October 13, 2009 at 8:53 pm
Good afternoon all,
I've been looking through the other threads re: mutliple row updates, but none of them hit the nail on the head for me. I am currently using SQL2000. (migrating right now to 2008 hooray!:-D)
In the context of a school, I have a table called "subjects". Example:
su.sukey (subject unique ID) = '01MAT' (varchar)
su.strand_heading01 = 'Number Sense' (varchar)
su.strand01 = 'Can count up to 10 confidently' (text)
and the strand_heading* and strand* fields will increment from 01 to 15, and the sukey field is made up of school_year + subject acronym. ie 01mat = year 1 maths. This will increment from 01MAT to 06MAT for this example.
What I want to do is fill in the strand_heading* and strand* fields for one subject (su.sukey = 01mat) and then use that data to populate the rest of the subjects. (02mat, 03mat, 04mat etc etc).

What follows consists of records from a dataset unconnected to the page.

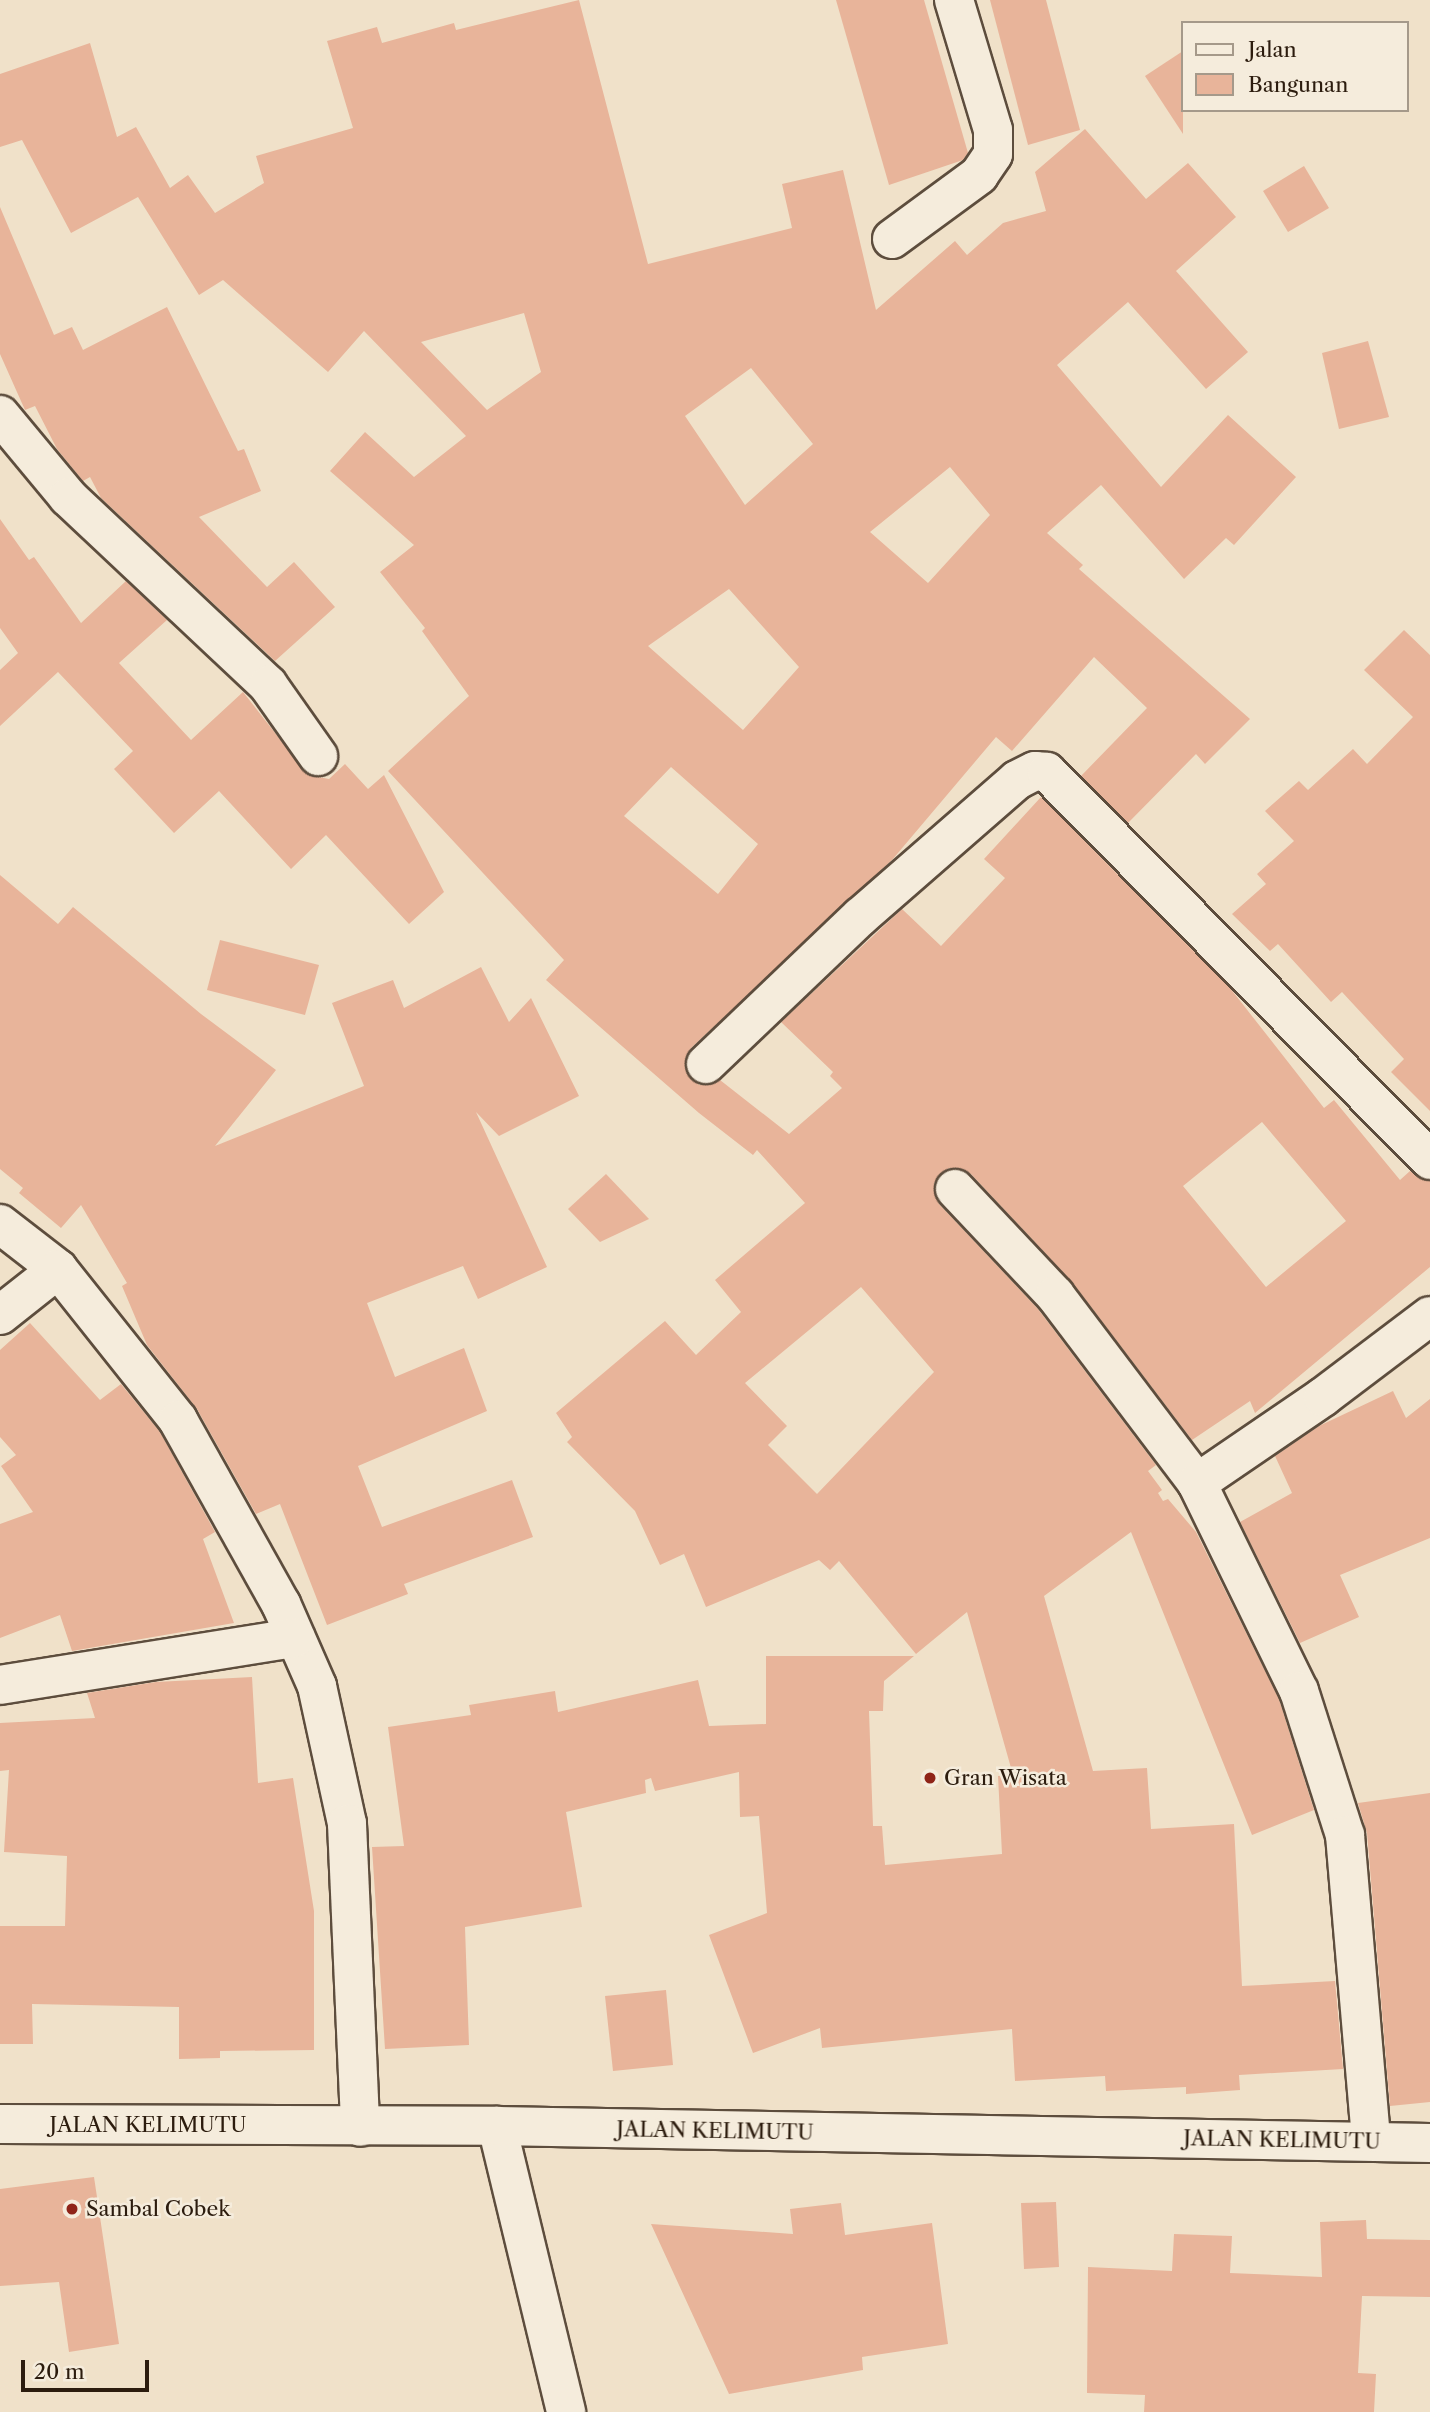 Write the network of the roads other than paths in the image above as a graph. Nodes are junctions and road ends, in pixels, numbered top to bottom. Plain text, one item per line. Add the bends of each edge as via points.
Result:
1 (954, 0) edge
2 (892, 239) dead end
3 (0, 415) edge
4 (318, 756) dead end
5 (706, 1064) dead end
6 (1430, 1160) edge
7 (955, 1189) dead end
8 (0, 1224) edge
9 (58, 1269) junction
10 (0, 1315) edge
11 (1430, 1315) edge
12 (1197, 1483) junction
13 (295, 1638) junction
14 (0, 1685) edge
15 (0, 2124) edge
16 (497, 2126) junction
17 (360, 2127) junction
18 (1371, 2141) junction
19 (1430, 2143) edge
20 (566, 2412) edge

1 - 2 street via 993,130 993,155 979,174
3 - 4 street via 68,497 268,685
5 - 6 street via 860,917 1017,780 1035,771 1046,772
7 - 12 street via 1055,1295
8 - 9 street
9 - 10 street
9 - 13 street via 178,1420 281,1604
11 - 12 street via 1323,1397
12 - 18 street via 1299,1691 1345,1835
13 - 14 street
13 - 17 street via 317,1686 347,1824
15 - 17 street, JALAN KELIMUTU
16 - 17 street, JALAN KELIMUTU
16 - 18 street, JALAN KELIMUTU
16 - 20 street
18 - 19 street, JALAN KELIMUTU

This does the job, but I cant help but feel there is a better way? In Java I was using arrays to increment the number portion of the fields.
declare @subj varchar(5)
set @subj = '01mat'
update SU
set [STRAND_HEADING01] = (select strand_heading01 from su where su.sukey = @subj) where (right(su.sukey,3) = right(@subj,3)) and su.sukey <> @subj
update SU
set [STRAND_HEADING02] = (select strand_heading02 from su where su.sukey = @subj) where (right(su.sukey,3) = right(@subj,3)) and su.sukey <> @subj
update SU
set [STRAND_HEADING03] = (select strand_heading03 from su where su.sukey = @subj) where (right(su.sukey,3) = right(@subj,3)) and su.sukey <> @subj
This worked for me, but I hit a snag when I got to the strand* fields. As the field is datatype TEXT, I get an error that text fields cannot be used in subqueries.
Any point in the right direction would be fantastic. Thank you all in advance for your time.
- DamienB
October 14, 2009 at 9:26 am
Just a note for the future, consider moving away from using TEXT fields to Varchar(Max) or Nvarchar(Max).

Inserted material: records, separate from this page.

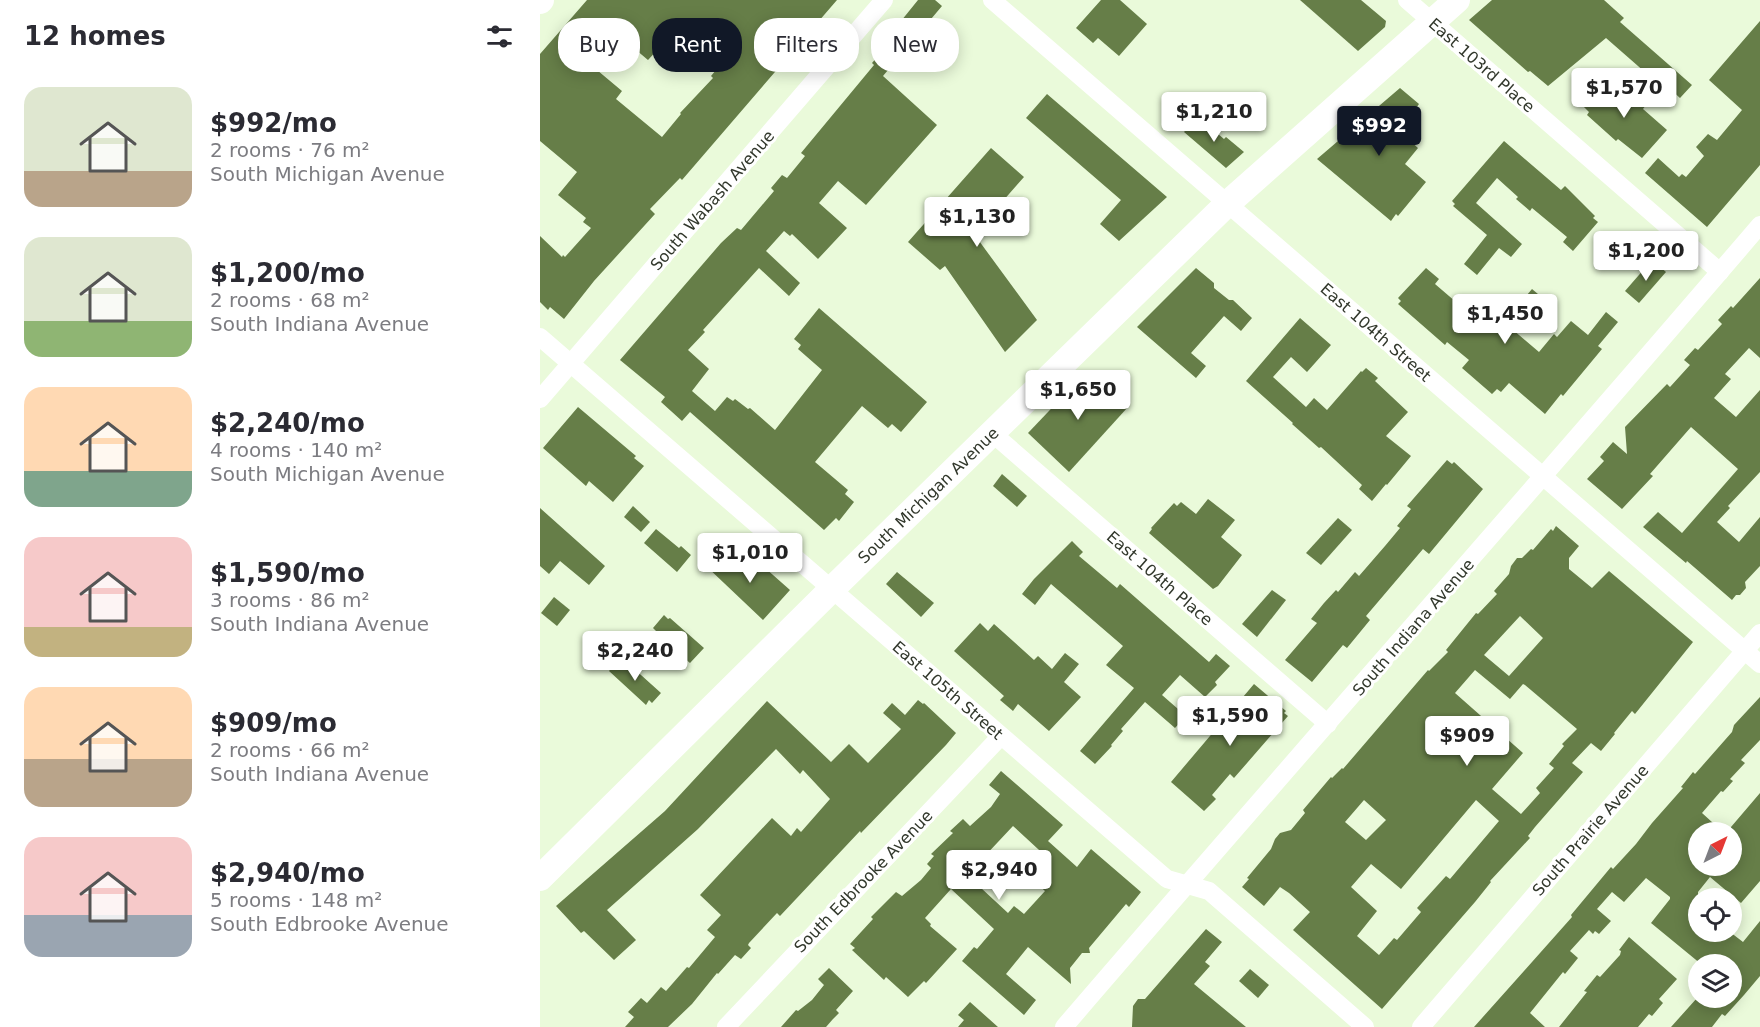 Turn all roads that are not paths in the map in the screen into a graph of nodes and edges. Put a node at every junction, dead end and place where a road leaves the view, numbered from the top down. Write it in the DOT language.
graph roads {
  1 [pos="885,0"];
  2 [pos="992,0"];
  3 [pos="1407,0"];
  4 [pos="1457,0"];
  5 [pos="1432,21"];
  6 [pos="1227,204"];
  7 [pos="1760,225"];
  8 [pos="1720,272"];
  9 [pos="540,337"];
  10 [pos="571,363"];
  11 [pos="540,399"];
  12 [pos="992,433"];
  13 [pos="1544,477"];
  14 [pos="832,589"];
  15 [pos="1760,633"];
  16 [pos="1745,651"];
  17 [pos="1760,664"];
  18 [pos="1328,724"];
  19 [pos="1001,736"];
  20 [pos="540,878"];
  21 [pos="1186,885"];
  22 [pos="726,1027"];
  23 [pos="1064,1027"];
  24 [pos="1365,1027"];
  25 [pos="1421,1027"];
  1 -- 10 [label="street, South Wabash Avenue"];
  2 -- 6 [label="street, East 104th Street"];
  3 -- 5 [label="street, East 103rd Place"];
  4 -- 5 [label="main road, South Michigan Avenue"];
  5 -- 6 [label="main road, South Michigan Avenue"];
  5 -- 8 [label="street, East 103rd Place"];
  6 -- 12 [label="main road, South Michigan Avenue"];
  6 -- 13 [label="street, East 104th Street"];
  7 -- 8 [label="street, South Indiana Avenue"];
  8 -- 13 [label="street, South Indiana Avenue"];
  9 -- 10 [label="street, East 105th Street"];
  10 -- 11 [label="street, South Wabash Avenue"];
  10 -- 14 [label="street, East 105th Street"];
  12 -- 14 [label="main road, South Michigan Avenue"];
  12 -- 18 [label="street, East 104th Place"];
  13 -- 16 [label="street, East 104th Street"];
  13 -- 18 [label="street, South Indiana Avenue"];
  14 -- 19 [label="street, East 105th Street"];
  14 -- 20 [label="main road, South Michigan Avenue"];
  15 -- 16 [label="street, South Prairie Avenue"];
  16 -- 17 [label="street, East 104th Street"];
  16 -- 25 [label="street, South Prairie Avenue"];
  18 -- 21 [label="street, South Indiana Avenue"];
  19 -- 21 [label="street, East 105th Street"];
  19 -- 22 [label="street, South Edbrooke Avenue"];
  21 -- 23 [label="street, South Indiana Avenue"];
  21 -- 24 [label="street, East 105th Street"];
}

As for the single statemement, consider something like this. (coded freehand and untested)
UPDATE SU
SET [STRAND_HEADING01] = su1.[STRAND_HEADING01]
,[STRAND_HEADING02] = su1.[STRAND_HEADING02]
,[STRAND_HEADING03] = su1.[STRAND_HEADING03]
FROM SU
JOIN SU su1 on su1.sukey = @subj and right(su1.sukey,3) = right(@subj,3) and su1.sukey <> @subj
__________________________________________________
Against stupidity the gods themselves contend in vain. -- Friedrich Schiller
Stop, children, what's that sound? Everybody look what's going down. -- Stephen Stills
October 15, 2009 at 5:32 pm
Thank you for the reply 🙂
That's a clever way to do it, thanks for the help.
October 21, 2009 at 6:37 pm
For anyone trying to solve a similar problem, this is the tested working code that I am using:
declare @subj char(5)
set @subj = '01mat'
update SU
setsu.strand_heading01 = su1.strand_heading01,
su.strand01 = su1.strand01,
su.strand_heading02 = su1.strand_heading02,
su.strand02 = su1.strand02,
su.strand_heading03 = su1.strand_heading03,
su.strand03 = su1.strand03,
su.strand_heading04 = su1.strand_heading04,
su.strand04 = su1.strand04 -- and all the way to 15 rinse repeat
fromsu
left join su su1 on su1.sukey = @subj
where right(su.sukey,3) = right(@subj,3)
October 21, 2009 at 10:06 pm
Thanks for coming back and posting your working code, Damien. It's a nice thing to do.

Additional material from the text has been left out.